3- Les glaces s'éclatent

Les crèmes glacées et sorbets innovateurs ne datent pas d'hier. Est-ce une raison pour arrêter d'en inventer? Non. Cette année, Albano Lourenço, chez Europea, nous a comblés avec une étonnamment délicieuse glace au Stilton (à essayer, avec du porto!), tandis que Luis Americo, chez Newtown, ponctuait son assiette-paysage d'un sorbet à la carotte et à la vanille. Paulo Pinto, chez Decca77, nous a quant à lui préparé une glace au riz au lait. Et Sergi Arola, chez Toqué!, un sorbet au gingembre.

4- Terre-mer

Rien de nouveau là-dedans, direz-vous. Peut-être, sauf que les Portugais sont les maîtres de la combinaison poisson, fruits de mer et viande. Le porc à la façon de l'Alentejo, par exemple, un classique parmi les classiques portugais, combine porc braisé et palourdes. C'est ce que Fausto Airoldi a servi pour le repas du président d'honneur. Et comme plat principal, qu'a fait, au Laurie Raphaël, José Avillez, le jeune premier qui ne fait pas du tout dans la tradition? Une longe de cerf au homard, comme si la combinaison océan-prairies vertes s'était imposée, plus forte que lui. Même chose pour Albano Lourenço, chez Europea, qui a accompagné son bar de croquants de jambon cru. Tout comme Paulo Pinto, chez Decca77, qui a préparé son bar poêlé avec une salade de pommes de terre... aux lardons.
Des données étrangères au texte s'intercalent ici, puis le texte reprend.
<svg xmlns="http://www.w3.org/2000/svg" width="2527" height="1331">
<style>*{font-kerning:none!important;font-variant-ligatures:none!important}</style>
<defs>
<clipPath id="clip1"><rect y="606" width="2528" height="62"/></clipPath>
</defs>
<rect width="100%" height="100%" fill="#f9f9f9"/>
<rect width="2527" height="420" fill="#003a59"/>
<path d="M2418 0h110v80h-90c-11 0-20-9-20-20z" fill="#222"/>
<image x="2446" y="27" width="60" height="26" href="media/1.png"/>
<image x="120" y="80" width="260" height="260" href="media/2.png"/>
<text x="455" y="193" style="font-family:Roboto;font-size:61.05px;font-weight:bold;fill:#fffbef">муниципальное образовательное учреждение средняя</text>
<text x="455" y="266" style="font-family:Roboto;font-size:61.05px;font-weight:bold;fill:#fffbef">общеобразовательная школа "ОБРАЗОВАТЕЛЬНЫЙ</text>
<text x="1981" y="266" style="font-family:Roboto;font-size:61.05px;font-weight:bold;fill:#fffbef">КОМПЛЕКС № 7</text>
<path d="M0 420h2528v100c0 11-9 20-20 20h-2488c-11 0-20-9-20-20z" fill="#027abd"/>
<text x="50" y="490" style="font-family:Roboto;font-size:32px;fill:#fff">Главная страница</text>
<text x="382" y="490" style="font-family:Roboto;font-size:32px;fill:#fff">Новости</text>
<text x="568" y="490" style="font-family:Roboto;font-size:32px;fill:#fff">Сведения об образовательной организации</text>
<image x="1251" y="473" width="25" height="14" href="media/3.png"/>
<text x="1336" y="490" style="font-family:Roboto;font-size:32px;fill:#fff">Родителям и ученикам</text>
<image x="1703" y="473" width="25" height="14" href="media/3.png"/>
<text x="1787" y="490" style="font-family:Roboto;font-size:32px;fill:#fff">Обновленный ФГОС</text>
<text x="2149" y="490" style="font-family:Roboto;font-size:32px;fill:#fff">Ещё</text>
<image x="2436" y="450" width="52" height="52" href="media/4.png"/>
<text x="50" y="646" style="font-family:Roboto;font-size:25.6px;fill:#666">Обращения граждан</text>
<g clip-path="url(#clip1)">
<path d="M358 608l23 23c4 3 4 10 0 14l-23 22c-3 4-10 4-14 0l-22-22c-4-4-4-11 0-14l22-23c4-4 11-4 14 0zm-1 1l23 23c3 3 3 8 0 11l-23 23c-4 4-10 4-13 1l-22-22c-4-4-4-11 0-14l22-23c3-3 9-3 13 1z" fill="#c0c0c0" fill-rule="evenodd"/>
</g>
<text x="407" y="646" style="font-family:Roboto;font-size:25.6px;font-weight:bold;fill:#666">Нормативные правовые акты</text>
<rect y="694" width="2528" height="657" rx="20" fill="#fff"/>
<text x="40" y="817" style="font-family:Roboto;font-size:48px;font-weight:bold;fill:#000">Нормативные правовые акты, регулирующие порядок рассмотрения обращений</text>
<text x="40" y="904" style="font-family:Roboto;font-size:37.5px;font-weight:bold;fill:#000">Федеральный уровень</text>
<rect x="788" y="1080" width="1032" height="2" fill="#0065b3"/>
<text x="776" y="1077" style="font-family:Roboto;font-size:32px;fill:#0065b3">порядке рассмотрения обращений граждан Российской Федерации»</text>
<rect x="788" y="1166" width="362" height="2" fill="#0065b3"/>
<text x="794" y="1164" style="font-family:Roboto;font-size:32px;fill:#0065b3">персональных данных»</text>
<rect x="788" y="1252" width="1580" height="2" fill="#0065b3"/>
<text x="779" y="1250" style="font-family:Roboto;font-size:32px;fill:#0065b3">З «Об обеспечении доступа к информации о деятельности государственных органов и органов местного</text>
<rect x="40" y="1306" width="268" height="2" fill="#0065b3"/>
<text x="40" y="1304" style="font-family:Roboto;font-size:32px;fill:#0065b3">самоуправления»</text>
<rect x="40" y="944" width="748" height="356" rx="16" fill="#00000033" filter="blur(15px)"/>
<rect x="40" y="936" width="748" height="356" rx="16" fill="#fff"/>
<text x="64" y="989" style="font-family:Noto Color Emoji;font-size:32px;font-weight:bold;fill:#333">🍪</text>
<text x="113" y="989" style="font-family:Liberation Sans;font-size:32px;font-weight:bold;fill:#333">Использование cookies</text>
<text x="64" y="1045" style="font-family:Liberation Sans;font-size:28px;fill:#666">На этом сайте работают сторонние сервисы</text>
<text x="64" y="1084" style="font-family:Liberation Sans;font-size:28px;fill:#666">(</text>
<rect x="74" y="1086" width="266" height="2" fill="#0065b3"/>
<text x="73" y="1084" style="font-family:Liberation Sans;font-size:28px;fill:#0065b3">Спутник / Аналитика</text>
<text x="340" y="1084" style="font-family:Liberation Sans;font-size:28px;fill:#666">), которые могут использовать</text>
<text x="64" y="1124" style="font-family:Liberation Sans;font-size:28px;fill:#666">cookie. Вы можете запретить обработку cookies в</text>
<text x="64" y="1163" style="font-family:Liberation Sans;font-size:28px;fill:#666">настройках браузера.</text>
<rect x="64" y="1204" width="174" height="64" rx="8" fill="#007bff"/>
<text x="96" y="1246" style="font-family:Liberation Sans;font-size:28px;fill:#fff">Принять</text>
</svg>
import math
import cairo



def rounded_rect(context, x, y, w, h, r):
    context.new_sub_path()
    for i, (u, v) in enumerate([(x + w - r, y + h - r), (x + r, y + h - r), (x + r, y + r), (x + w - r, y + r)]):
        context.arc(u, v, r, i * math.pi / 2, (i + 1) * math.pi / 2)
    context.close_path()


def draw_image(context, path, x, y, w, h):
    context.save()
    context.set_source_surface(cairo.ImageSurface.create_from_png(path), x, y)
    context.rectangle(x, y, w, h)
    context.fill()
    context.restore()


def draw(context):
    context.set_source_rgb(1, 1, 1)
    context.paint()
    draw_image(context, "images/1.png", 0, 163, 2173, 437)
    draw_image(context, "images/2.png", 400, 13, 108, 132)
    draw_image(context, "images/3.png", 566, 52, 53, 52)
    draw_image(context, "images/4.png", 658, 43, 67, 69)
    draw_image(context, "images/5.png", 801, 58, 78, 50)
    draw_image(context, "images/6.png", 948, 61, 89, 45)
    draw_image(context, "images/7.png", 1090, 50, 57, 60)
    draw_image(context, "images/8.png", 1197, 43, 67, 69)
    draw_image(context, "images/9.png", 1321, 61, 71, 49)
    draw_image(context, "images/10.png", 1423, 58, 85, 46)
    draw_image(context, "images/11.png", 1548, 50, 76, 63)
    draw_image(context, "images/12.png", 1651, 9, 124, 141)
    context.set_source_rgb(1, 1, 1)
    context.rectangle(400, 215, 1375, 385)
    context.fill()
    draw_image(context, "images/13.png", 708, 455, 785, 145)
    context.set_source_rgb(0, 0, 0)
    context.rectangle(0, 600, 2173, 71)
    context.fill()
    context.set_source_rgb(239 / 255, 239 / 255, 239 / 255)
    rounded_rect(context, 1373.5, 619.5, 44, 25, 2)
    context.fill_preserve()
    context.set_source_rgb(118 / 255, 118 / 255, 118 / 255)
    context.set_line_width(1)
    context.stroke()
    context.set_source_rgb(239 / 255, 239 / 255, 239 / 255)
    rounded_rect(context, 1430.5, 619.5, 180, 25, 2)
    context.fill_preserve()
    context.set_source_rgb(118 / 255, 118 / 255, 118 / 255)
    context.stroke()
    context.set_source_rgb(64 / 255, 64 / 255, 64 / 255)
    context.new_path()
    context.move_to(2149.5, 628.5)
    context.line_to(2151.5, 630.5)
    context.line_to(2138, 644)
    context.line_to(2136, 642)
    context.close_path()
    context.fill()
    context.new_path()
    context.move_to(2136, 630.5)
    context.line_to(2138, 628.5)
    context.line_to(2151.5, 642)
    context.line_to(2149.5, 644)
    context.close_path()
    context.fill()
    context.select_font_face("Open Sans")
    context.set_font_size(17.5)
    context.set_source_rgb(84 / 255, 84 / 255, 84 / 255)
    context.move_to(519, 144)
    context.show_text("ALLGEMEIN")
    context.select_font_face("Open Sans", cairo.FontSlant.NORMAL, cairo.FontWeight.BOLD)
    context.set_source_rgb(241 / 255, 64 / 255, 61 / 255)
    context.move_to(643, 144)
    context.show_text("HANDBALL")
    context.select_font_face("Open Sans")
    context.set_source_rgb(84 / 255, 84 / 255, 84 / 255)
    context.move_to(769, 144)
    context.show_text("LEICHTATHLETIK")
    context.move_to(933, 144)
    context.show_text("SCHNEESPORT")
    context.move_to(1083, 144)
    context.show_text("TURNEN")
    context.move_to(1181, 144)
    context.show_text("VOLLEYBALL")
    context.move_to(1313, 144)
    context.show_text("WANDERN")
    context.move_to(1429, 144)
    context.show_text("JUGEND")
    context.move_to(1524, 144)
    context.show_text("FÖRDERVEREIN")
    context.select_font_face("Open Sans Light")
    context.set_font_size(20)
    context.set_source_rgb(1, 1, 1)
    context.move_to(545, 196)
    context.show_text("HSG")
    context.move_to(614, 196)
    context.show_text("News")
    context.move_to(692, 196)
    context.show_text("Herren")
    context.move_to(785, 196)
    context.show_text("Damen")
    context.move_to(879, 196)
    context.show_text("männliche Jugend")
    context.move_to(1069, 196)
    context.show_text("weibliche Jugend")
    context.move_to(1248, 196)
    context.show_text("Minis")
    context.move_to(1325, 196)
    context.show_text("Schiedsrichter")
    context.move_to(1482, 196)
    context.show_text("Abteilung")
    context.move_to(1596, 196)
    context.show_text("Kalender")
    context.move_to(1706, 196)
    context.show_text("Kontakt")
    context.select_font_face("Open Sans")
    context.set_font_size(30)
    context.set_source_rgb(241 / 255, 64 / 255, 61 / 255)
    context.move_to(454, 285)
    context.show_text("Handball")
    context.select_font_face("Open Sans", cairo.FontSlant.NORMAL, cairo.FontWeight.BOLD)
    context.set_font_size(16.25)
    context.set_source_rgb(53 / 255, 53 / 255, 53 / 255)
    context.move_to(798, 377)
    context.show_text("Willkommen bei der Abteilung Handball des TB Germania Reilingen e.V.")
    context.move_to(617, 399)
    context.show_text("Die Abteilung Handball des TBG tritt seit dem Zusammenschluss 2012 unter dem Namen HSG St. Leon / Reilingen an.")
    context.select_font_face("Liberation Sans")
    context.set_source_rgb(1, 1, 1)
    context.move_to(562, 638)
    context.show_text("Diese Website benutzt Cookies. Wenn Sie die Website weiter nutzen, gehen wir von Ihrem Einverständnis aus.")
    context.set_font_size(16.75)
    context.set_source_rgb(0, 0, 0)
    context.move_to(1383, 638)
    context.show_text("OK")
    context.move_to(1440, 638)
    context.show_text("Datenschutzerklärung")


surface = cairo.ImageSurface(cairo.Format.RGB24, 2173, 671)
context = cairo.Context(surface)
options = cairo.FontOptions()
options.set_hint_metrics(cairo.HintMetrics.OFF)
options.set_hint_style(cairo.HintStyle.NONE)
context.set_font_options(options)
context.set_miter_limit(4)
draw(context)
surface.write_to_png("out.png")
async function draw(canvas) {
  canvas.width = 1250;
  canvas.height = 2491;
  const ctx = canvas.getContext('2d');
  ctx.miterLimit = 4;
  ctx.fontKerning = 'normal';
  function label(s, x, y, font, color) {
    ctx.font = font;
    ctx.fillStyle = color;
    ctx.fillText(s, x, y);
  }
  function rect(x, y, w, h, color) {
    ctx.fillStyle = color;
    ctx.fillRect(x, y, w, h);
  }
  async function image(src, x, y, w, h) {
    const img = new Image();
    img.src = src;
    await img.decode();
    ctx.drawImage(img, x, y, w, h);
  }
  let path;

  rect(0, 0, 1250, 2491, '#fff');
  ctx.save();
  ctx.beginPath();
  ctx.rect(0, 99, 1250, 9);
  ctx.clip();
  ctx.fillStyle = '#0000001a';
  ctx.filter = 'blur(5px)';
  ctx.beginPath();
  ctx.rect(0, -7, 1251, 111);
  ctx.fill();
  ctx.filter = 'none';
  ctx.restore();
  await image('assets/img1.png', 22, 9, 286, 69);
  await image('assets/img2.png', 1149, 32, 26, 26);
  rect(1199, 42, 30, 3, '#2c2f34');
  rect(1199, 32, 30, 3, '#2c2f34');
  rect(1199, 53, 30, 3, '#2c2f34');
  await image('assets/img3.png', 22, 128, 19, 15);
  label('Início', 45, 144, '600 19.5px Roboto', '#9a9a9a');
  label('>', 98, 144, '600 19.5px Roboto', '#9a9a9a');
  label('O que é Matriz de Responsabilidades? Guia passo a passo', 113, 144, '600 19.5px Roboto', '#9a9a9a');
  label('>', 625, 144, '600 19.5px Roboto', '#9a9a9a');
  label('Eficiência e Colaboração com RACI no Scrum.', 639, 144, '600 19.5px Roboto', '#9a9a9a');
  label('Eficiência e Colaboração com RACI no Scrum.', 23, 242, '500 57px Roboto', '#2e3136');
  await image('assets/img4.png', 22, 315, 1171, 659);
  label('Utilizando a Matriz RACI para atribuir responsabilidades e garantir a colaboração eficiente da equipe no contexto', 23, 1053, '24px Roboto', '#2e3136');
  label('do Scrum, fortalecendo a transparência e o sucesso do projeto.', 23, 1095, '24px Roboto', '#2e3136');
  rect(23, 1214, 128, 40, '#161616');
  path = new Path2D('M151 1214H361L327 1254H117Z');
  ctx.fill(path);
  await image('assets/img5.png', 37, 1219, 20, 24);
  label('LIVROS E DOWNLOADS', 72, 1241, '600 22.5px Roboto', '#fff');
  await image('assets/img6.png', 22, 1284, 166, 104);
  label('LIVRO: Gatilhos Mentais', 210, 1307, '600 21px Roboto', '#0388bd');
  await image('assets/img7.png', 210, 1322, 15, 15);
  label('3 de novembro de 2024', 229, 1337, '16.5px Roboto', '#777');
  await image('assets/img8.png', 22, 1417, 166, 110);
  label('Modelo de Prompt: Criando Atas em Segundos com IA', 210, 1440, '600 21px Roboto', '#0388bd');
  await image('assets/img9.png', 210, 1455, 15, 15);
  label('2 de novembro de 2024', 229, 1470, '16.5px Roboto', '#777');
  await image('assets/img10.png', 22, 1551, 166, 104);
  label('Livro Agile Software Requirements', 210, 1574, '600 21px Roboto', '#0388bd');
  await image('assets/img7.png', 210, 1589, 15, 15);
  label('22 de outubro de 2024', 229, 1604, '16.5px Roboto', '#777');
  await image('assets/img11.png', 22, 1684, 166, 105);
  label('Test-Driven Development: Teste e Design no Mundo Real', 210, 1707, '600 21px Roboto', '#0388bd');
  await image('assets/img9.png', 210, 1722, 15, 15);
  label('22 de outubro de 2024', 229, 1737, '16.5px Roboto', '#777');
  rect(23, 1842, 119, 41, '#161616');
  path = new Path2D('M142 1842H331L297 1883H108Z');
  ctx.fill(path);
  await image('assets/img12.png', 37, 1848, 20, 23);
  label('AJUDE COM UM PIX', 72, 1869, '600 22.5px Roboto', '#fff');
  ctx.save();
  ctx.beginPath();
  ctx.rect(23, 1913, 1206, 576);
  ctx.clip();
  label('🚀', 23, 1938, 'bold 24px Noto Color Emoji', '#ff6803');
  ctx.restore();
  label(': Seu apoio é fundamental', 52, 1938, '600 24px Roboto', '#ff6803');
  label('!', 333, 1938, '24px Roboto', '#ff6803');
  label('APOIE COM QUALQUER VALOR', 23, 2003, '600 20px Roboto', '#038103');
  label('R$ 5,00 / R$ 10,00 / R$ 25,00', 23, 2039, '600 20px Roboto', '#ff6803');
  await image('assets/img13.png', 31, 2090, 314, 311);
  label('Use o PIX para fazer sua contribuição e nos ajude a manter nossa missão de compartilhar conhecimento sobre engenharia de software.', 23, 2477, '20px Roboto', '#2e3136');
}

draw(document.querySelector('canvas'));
5- Poissons et fruits de mer hors normes

Au Portugal, on mange beaucoup de produits de la mer. Mais pas toujours tout simplement grillés ou pochés, avec du citron. Le poisson et les fruits de mer se déclinent de mille façons. Chez Paulo Pinto, au Decca77, par exemple, la classique morue salée était servie en version liquide en entrée. Chez Vitor Sobral, la même morue était en mousse, façonnée en quenelle, et déposée dans le fond d'un bol où elle était ensuite noyée de potage à la coriandre. Chez Rui Paulo, cuisant chez Osco, il y avait bien de la brandade, mais de crabe, cette fois. Chez José Avillez, tout était encore plus sens dessus dessous, avec cette huître crue «pétrifiée» au chocolat blanc et des «penne» qui étaient en fait des couteaux de mer taillés en biseau pour ressembler aux célèbres pâtes italiennes. Et avec quoi étaient servis ces «penne»? Du pesto aux algues. Finalement, devinez comment le chef espagnol (mais pilotant un restaurant au Portugal) Sergi Arola prépare ses pétoncles: en saucisse. Oui, comme du boudin blanc. Avez-vous dit pas banal?